Birds, like all other animals, have to generate and expel waste materials, as they can be toxic and obviously heavy, and this might affect their ability to fly or swim. Whilst mammals excrete nitrogenous wastes, mainly in the form of urea, birds convert it to uric acid or guanine. The amount of waste a bird generates depends partly on the species, the time of year, what it’s eating, what it’s doing, and even how much water it is consuming. Small birds (e.g. sparrows) poop every 15 minutes, on average, while larger birds (e.g. geese) expel waste every hour or so.

Birds have very efficient digestive and absorptive systems, which operate at a high metabolic rate, so they poop frequently, but still retain the best parts of what they’ve eaten. Rarely do birds poop at night, unless they are nocturnal hunters, of course, as they are resting and their metabolic processes slow down significantly.

So here are the basics:

Birds don’t have bladders so they can’t store waste. They poop and pee at the same time because they don’t have an anus or urethra, like we do. They have a single opening called a cloaca, through which a mixed stream of uric acid and faeces passes. Looking at bird poop you will see a runny white and black mixture of waste. The white part is the uric acid, from the kidneys, the clear liquid portions are urine from the kidneys, while the the small dark bits are the faeces, from the intestines. Sometimes you might see fibrous material, and even fragments of nuts and berries or bones, in the waste. This depends on what the bird was eating and how quickly it is expelled it from the body.

In some birds, like geese and turkeys, the liquid portion is diminished and a more solid two coloured waste emerges. This still is a mixture of faeces and urine however.

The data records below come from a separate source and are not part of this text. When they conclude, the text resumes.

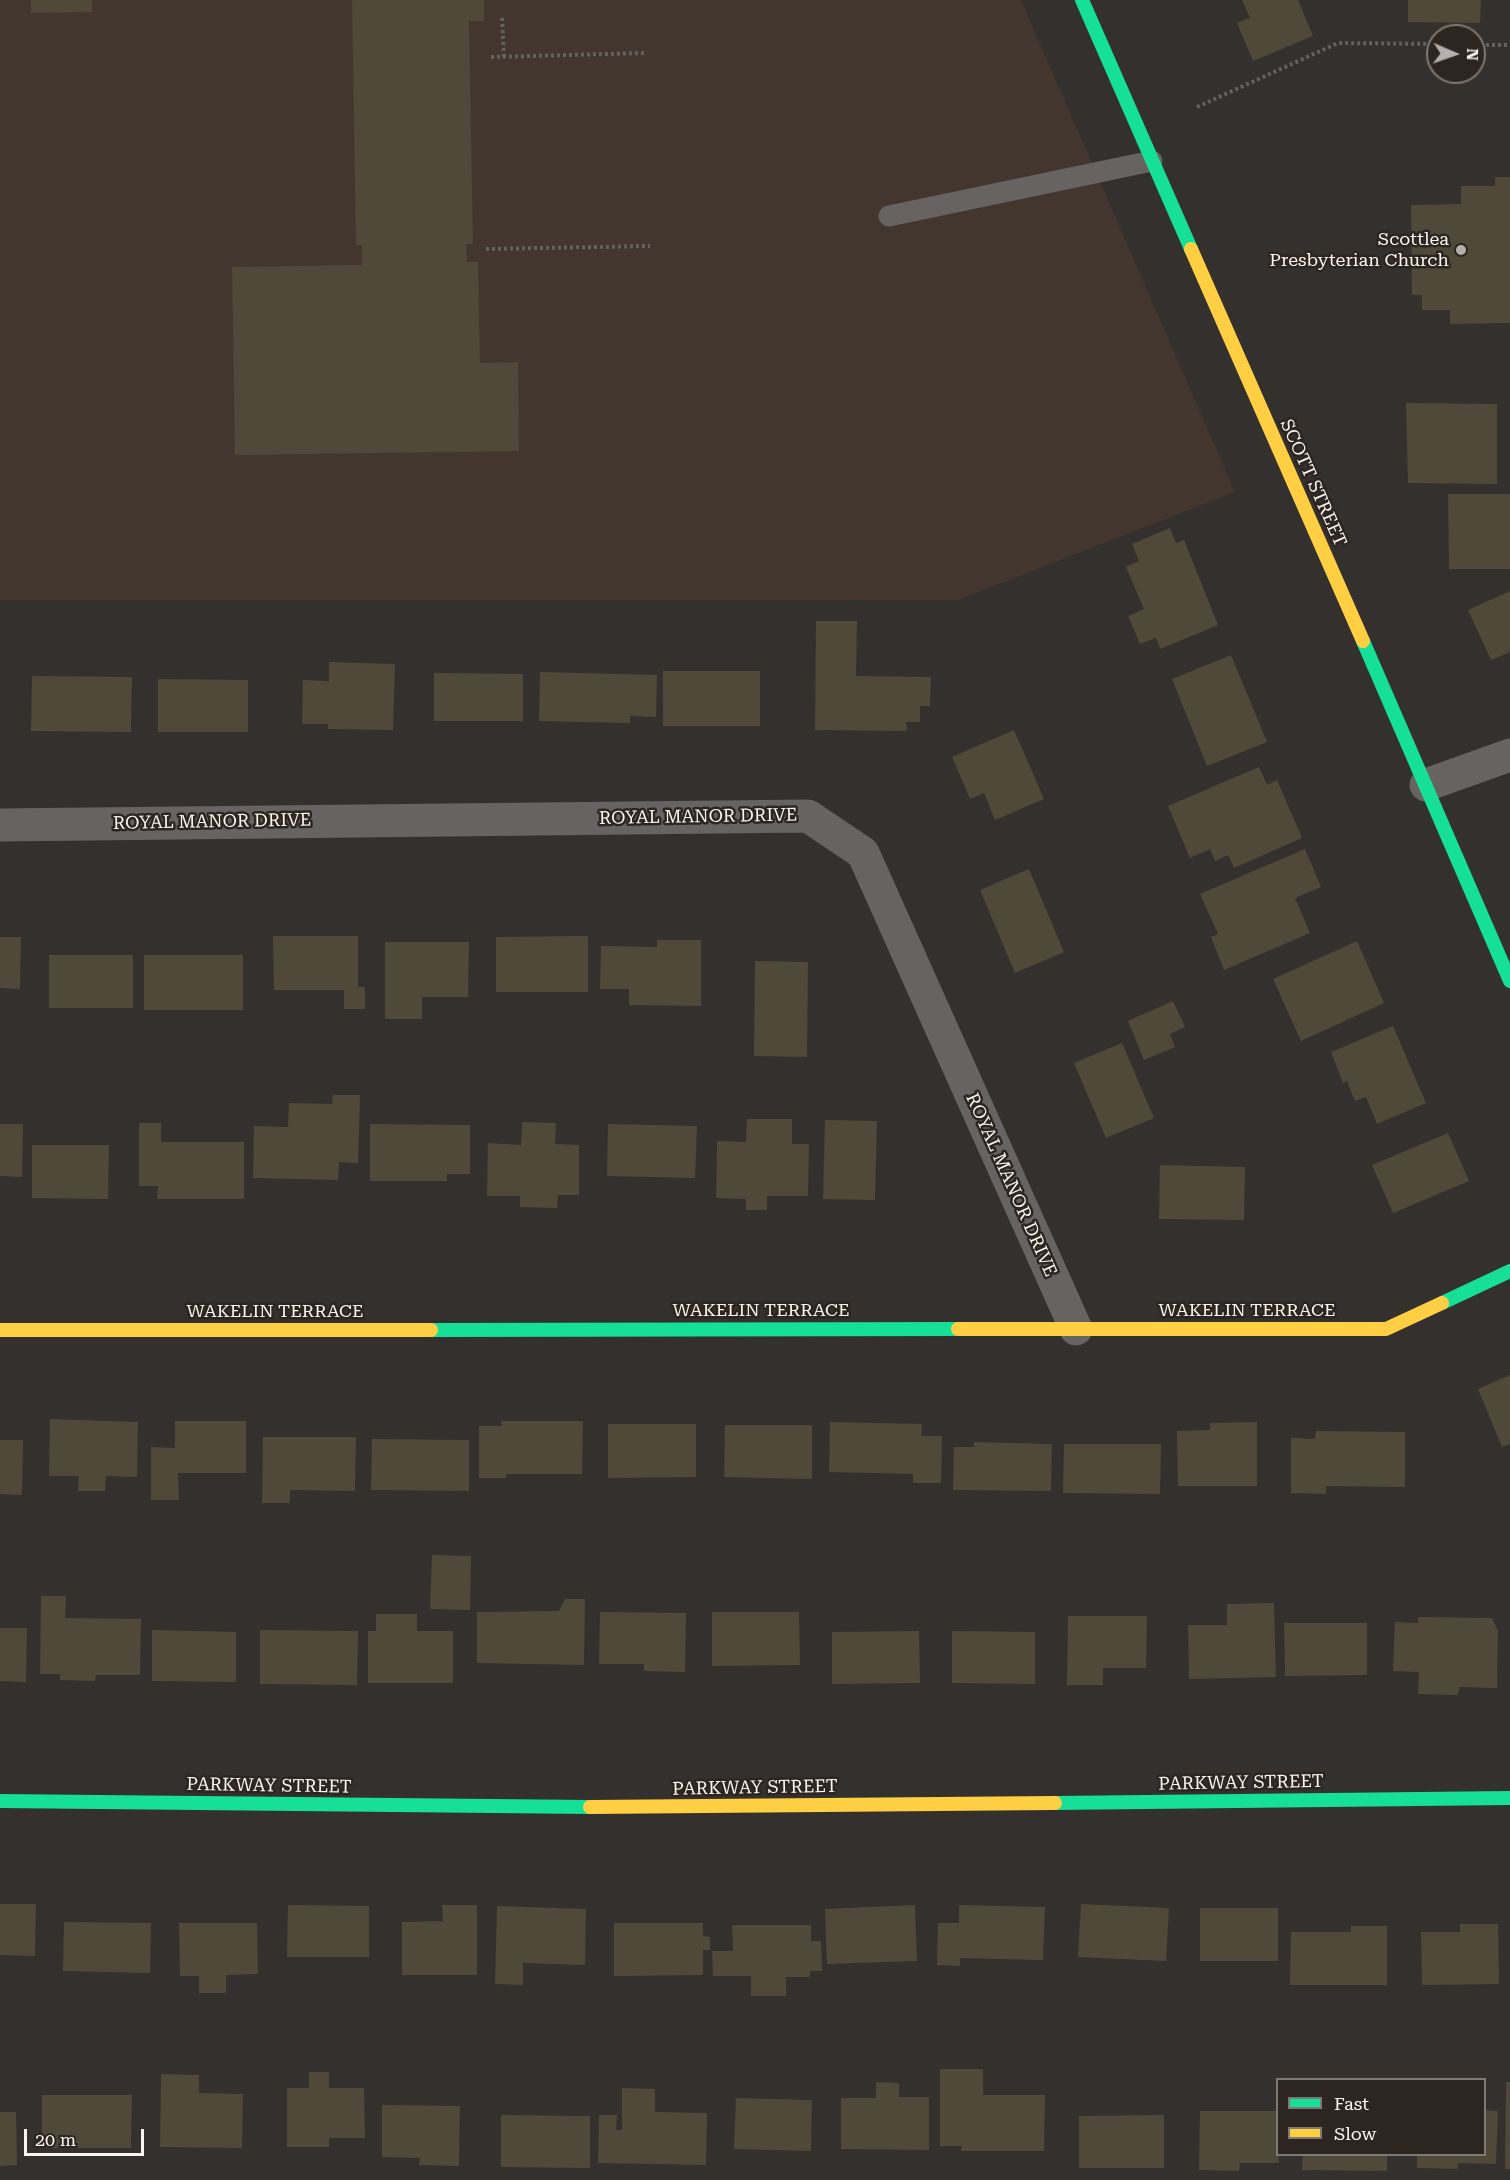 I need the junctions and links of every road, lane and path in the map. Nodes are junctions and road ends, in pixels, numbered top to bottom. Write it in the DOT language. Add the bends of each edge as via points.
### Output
graph roads {
  1 [pos="1082,0"];
  2 [pos="502,18"];
  3 [pos="1426,44"];
  4 [pos="1486,45"];
  5 [pos="1510,45"];
  6 [pos="646,53"];
  7 [pos="491,57"];
  8 [pos="504,57"];
  9 [pos="1197,107"];
  10 [pos="1152,161"];
  11 [pos="889,216"];
  12 [pos="650,246"];
  13 [pos="486,249"];
  14 [pos="1510,755"];
  15 [pos="1426,785"];
  16 [pos="0,825"];
  17 [pos="1510,981"];
  18 [pos="1510,1271"];
  19 [pos="1076,1329"];
  20 [pos="0,1330"];
  21 [pos="1510,1798"];
  22 [pos="0,1801"];
  1 -- 10 [label="street, SCOTT STREET"];
  2 -- 8 [label="path"];
  3 -- 9 [label="path" via="1338,43"];
  4 -- 5 [label="path"];
  6 -- 8 [label="path"];
  7 -- 8 [label="path"];
  10 -- 11 [label="lane"];
  10 -- 15 [label="street, SCOTT STREET"];
  12 -- 13 [label="path"];
  14 -- 15 [label="street"];
  15 -- 17 [label="street, SCOTT STREET"];
  16 -- 19 [label="street, ROYAL MANOR DRIVE" via="808,816 863,853"];
  18 -- 19 [label="street, WAKELIN TERRACE" via="1386,1329"];
  19 -- 20 [label="street, WAKELIN TERRACE"];
  21 -- 22 [label="street, PARKWAY STREET" via="603,1807"];
}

Birds, which consume a higher ratio of seed in their diet, often have greener poop because of the chlorophyll in the food they eat, again evident in turkey poop, for example. Unseen in these waste streams are other enzymes and bacteria, which the bird no longer needs to aid in digestion.

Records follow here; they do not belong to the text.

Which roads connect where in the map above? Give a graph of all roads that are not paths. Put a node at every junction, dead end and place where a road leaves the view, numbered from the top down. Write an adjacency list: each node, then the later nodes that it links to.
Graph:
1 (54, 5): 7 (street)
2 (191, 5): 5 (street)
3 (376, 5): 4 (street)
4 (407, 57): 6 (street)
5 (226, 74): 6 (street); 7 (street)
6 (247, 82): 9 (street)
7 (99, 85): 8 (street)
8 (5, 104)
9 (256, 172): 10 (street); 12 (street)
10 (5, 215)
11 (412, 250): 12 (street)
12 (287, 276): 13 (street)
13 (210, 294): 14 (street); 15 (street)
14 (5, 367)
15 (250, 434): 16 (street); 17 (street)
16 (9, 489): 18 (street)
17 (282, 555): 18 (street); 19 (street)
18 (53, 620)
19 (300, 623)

I think it’s time to talk about some nifty facts about bird poop; ready? First of all, birds can poop while they are flying, a nice multi-tasking talent. Bird poop may be used to mark territories, much as a dog pees on everything, to mark its territory in the neighbourhood. Some studies indicate, the placement of poop in the local environment is a means to communicate, to other rivals; “I’m here so stay away!” Excessive pooping may be an indicator of stress, when a threat is identified. Hard to see in wild populations, birds do look at each other’s poop, on occasion. Individuals can gather information about their species, health, reproductive status and their emotions, according to some studies. Some birds poop on their own legs, to cool down. This is evident on many scavenging birds, such as the Marabou Stork, now that’s unpleasant!

Okay now a few more tantalizing and fantastic poop facts. Bird poop is a major mechanism to help plants with seed dispersal. Many birds can't digest all the seeds they eat, so they poop them out in distant places, ensuring a new generation of plants is created elsewhere. Birds don’t fart, yes, you read that correctly. This is due to their intestinal system being truncated, so they can’t store waste. Well that may be enough for now!